___ DATA LISTING

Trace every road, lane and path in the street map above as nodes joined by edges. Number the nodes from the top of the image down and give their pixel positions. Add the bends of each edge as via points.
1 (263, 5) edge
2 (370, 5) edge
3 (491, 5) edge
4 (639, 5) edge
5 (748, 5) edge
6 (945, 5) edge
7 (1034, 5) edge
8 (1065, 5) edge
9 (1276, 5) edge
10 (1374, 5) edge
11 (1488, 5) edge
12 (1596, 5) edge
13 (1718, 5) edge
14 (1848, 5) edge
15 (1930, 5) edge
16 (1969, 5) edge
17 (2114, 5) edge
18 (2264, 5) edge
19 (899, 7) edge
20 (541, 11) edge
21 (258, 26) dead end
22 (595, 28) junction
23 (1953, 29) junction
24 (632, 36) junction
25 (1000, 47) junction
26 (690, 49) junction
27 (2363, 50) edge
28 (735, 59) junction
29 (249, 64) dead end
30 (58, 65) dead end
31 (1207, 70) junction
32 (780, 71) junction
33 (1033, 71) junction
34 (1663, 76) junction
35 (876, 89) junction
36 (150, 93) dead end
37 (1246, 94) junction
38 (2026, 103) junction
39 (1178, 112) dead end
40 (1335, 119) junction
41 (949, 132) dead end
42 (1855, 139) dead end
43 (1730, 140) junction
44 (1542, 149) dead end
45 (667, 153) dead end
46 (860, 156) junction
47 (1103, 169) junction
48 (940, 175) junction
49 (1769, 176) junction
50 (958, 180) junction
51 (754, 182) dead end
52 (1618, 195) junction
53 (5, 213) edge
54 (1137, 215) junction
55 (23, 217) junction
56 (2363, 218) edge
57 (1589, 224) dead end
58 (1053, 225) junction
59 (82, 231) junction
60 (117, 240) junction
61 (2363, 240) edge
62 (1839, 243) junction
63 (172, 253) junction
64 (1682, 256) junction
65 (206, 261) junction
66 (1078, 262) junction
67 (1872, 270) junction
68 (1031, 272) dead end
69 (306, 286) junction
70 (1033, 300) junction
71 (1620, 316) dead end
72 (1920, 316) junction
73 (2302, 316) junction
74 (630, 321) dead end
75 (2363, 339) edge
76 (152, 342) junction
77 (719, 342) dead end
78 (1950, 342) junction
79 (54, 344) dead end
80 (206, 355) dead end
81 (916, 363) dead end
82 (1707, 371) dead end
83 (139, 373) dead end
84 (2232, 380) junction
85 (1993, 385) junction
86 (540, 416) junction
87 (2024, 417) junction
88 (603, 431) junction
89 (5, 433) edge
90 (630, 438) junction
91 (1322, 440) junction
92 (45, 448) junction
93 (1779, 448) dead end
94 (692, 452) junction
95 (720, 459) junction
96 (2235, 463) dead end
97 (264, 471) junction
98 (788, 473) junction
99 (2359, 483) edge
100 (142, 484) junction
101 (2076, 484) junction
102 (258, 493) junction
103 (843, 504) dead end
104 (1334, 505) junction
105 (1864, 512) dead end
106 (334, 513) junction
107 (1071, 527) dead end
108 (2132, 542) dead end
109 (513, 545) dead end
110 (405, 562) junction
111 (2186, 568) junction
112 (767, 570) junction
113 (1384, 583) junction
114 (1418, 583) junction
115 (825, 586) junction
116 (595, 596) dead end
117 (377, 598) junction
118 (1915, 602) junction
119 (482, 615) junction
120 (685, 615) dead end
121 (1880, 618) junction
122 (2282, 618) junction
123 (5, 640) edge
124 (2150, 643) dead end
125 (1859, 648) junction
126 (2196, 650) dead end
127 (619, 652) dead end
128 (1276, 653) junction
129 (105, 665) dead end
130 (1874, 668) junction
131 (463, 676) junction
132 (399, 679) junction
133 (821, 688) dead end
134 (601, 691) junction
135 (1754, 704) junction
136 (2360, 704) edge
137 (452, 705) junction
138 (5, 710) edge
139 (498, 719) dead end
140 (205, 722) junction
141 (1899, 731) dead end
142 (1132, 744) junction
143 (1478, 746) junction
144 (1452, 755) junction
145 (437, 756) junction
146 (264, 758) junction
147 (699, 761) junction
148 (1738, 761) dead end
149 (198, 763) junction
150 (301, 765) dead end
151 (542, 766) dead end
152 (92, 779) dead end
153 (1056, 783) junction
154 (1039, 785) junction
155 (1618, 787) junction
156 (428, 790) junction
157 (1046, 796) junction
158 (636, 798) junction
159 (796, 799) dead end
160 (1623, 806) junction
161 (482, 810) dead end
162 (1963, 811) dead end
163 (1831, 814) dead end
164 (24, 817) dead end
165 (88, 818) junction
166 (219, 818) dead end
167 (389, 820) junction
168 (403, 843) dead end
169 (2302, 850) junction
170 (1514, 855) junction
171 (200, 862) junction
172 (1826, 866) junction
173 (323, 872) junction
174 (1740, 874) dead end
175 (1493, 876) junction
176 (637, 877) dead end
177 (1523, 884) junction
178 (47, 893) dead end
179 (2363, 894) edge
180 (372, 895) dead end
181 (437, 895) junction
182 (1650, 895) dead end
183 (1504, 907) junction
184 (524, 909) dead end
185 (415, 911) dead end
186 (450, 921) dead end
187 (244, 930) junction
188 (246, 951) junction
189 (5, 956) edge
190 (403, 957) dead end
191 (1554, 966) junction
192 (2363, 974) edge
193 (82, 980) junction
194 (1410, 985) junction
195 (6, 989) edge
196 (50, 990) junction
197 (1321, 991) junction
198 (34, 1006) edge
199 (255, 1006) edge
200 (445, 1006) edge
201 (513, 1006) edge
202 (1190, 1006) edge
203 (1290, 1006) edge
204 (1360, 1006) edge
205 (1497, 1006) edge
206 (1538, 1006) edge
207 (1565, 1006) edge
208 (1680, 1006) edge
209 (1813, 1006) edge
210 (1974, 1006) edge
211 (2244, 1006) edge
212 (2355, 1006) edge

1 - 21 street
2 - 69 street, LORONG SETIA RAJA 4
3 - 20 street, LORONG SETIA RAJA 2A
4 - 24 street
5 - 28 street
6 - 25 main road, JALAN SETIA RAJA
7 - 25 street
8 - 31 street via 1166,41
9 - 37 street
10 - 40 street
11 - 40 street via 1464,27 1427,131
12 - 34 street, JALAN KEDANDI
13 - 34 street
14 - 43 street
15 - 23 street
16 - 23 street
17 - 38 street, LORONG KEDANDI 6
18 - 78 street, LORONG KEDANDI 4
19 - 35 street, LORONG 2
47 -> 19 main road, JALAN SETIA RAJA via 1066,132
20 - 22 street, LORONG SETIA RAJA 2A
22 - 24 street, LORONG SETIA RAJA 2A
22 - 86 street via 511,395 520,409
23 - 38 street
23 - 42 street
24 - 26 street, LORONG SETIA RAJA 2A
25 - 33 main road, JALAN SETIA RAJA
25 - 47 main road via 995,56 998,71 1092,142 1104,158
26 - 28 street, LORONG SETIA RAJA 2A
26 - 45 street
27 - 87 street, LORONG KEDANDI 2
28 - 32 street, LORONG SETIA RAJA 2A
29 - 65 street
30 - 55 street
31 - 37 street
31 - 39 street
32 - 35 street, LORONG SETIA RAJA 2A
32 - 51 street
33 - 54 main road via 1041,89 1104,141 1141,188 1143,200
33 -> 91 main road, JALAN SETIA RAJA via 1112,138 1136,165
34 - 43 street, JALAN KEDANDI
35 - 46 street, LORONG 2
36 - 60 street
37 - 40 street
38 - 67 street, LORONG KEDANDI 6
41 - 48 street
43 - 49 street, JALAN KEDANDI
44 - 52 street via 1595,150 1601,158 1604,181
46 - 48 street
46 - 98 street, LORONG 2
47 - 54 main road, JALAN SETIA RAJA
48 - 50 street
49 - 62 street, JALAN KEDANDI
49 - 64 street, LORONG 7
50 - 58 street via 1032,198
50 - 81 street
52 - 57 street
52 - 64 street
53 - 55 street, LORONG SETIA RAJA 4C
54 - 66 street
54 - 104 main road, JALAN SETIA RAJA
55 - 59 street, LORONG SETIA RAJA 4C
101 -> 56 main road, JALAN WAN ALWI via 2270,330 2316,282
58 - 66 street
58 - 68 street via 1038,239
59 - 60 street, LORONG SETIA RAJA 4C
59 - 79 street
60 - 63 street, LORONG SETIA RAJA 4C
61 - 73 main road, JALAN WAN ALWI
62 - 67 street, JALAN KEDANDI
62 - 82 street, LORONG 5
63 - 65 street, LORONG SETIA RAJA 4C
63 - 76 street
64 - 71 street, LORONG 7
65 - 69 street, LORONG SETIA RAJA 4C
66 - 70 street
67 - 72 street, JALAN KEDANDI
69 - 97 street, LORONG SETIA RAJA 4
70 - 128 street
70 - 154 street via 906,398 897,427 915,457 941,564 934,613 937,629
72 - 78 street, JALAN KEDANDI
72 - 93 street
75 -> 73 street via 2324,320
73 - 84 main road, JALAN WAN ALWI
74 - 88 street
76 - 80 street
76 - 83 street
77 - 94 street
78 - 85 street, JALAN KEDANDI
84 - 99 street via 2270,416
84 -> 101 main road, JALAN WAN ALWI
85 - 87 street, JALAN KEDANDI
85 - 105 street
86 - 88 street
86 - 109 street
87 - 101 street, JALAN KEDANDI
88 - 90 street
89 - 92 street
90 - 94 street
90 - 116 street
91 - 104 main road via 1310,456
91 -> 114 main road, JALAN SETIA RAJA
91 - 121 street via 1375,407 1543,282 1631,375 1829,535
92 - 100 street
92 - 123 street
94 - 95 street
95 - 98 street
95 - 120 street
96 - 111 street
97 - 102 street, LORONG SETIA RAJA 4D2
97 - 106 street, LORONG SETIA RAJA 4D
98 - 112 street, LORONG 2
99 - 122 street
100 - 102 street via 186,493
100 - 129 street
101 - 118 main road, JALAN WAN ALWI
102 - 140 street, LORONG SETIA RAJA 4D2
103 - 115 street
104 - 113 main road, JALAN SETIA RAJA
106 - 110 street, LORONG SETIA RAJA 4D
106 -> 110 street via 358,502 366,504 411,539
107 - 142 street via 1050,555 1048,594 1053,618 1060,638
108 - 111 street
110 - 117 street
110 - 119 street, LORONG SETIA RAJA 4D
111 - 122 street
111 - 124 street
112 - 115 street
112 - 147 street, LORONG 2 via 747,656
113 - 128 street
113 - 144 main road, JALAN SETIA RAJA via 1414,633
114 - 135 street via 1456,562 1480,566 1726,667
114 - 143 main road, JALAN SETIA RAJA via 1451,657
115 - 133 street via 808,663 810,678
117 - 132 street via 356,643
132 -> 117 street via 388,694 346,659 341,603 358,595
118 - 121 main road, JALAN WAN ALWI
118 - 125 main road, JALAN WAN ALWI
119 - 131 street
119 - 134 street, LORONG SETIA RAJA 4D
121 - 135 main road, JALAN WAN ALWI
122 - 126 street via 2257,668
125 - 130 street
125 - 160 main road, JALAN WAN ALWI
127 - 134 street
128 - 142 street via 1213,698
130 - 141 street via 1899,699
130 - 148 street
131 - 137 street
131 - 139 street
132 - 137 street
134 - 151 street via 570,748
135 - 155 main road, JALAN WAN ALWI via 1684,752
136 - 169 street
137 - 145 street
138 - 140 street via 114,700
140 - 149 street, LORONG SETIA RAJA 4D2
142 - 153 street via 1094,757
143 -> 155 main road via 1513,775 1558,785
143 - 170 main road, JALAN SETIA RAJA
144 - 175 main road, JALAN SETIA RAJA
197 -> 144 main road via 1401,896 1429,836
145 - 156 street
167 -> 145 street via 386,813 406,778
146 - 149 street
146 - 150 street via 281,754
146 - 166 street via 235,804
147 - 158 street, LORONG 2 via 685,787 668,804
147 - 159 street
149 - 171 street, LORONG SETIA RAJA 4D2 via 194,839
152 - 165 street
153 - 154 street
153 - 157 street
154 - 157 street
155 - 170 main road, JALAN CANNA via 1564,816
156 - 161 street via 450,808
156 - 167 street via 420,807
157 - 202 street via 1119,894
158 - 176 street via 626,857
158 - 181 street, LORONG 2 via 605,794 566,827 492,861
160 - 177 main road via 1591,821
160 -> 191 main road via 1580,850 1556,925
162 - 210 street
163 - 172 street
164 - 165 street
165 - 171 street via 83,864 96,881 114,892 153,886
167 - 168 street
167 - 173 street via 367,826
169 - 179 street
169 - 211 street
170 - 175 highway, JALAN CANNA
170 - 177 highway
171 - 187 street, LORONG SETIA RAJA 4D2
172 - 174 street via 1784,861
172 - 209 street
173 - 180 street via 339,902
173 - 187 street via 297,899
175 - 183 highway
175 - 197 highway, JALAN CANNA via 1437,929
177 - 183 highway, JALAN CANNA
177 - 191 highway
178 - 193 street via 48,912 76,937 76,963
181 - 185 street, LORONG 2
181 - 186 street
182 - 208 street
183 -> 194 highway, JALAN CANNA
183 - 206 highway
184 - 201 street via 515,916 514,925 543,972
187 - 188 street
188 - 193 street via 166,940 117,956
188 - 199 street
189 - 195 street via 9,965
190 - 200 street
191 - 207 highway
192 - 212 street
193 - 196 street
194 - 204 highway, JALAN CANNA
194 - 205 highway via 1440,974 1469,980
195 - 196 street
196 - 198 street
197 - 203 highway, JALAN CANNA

______

> [WHAT YOU ARE ASKED TO DO]: Every line above that holds the string "ALWI" should be copied into the answer.

> [EXERCISE OUTPUT]:
101 -> 56 main road, JALAN WAN ALWI via 2270,330 2316,282
61 - 73 main road, JALAN WAN ALWI
73 - 84 main road, JALAN WAN ALWI
84 -> 101 main road, JALAN WAN ALWI
101 - 118 main road, JALAN WAN ALWI
118 - 121 main road, JALAN WAN ALWI
118 - 125 main road, JALAN WAN ALWI
121 - 135 main road, JALAN WAN ALWI
125 - 160 main road, JALAN WAN ALWI
135 - 155 main road, JALAN WAN ALWI via 1684,752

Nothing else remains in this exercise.